The future of Washington state's charter schools may be up in the air, but for now, they are still receiving public funding.
Though the state Supreme Court ruled last month charter schools violate Washington’s constitution, state education officials sent regular funding payments to the schools at the end of September, according to Tom Franta, CEO of the Washington State Charter Schools Association.
The state sent the payment because the charter association and the state attorney general's office have filed motions asking the court to reconsider its ruling — and as long as that legal limbo continues, the schools can receive public money.

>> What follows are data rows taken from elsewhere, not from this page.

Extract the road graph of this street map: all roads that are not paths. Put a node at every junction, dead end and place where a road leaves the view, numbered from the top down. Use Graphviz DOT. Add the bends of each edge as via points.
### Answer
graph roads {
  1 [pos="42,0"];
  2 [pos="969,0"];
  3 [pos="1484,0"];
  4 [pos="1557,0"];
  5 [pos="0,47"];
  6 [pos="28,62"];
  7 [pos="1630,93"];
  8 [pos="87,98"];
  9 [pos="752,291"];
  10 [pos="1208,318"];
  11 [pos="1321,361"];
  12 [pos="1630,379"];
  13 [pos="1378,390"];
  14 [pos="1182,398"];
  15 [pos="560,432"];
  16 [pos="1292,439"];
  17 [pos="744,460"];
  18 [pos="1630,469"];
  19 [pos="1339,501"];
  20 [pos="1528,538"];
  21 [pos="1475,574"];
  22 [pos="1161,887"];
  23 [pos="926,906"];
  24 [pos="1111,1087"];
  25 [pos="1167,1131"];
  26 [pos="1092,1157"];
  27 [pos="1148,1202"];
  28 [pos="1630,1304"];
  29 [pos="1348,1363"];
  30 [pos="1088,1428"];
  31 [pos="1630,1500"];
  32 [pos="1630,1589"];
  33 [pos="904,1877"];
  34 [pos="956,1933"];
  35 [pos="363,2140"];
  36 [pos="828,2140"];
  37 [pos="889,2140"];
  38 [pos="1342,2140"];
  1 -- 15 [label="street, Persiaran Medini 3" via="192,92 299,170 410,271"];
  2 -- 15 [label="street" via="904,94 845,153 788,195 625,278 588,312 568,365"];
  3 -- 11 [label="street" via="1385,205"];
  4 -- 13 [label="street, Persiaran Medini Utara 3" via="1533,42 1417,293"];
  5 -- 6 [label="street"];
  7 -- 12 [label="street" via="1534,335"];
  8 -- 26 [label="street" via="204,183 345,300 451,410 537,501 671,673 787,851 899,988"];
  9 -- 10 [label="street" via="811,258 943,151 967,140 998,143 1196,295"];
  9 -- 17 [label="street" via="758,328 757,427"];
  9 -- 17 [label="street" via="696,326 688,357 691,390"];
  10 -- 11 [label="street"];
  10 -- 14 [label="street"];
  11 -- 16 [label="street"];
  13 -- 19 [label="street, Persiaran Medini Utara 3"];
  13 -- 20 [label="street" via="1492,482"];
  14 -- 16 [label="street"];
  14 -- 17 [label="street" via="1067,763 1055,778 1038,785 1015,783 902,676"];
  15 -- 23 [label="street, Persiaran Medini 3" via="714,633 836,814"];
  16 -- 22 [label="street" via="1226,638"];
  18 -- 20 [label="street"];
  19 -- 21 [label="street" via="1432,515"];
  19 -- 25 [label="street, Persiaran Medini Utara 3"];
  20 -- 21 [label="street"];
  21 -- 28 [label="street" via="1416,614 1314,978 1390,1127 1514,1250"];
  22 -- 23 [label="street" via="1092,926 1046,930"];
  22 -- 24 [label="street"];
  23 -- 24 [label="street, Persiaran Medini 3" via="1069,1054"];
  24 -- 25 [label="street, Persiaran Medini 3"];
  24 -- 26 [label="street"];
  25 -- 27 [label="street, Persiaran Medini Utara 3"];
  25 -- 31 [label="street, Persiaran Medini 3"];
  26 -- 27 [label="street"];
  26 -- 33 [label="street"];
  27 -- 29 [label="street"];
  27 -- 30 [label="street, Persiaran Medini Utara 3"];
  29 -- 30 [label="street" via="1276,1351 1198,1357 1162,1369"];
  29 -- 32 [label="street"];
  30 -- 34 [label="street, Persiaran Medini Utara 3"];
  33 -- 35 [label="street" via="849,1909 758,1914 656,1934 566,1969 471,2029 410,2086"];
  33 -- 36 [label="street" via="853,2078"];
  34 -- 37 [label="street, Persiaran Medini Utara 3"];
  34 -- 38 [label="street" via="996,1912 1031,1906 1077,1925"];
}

If that funding flow stops, Franta reiterated his confidence that donors will step up to cover the $14 million cost of keeping all nine charter schools open through the end of the school year.
"As long as the state continues to live up to their obligation to fund schools, the need will be significantly diminished from the philanthropic community," Franta said.
But Franta clarified the association has not yet received any actual donations so, as a legal matter, the association cannot guarantee it will raise the funds to keep the charter schools open.
"All of these fundraising efforts will take time," the charter schools association's motion reads, "and the results are uncertain.”
Charter opponents have called on Attorney General Bob Ferguson to drop his motion asking the court to reconsider its decision. In an online petition, the Washington Education Association said the charter law "drains public tax dollars from existing public schools and gives those tax dollars to privately run organizations that are not directly accountable to voters.”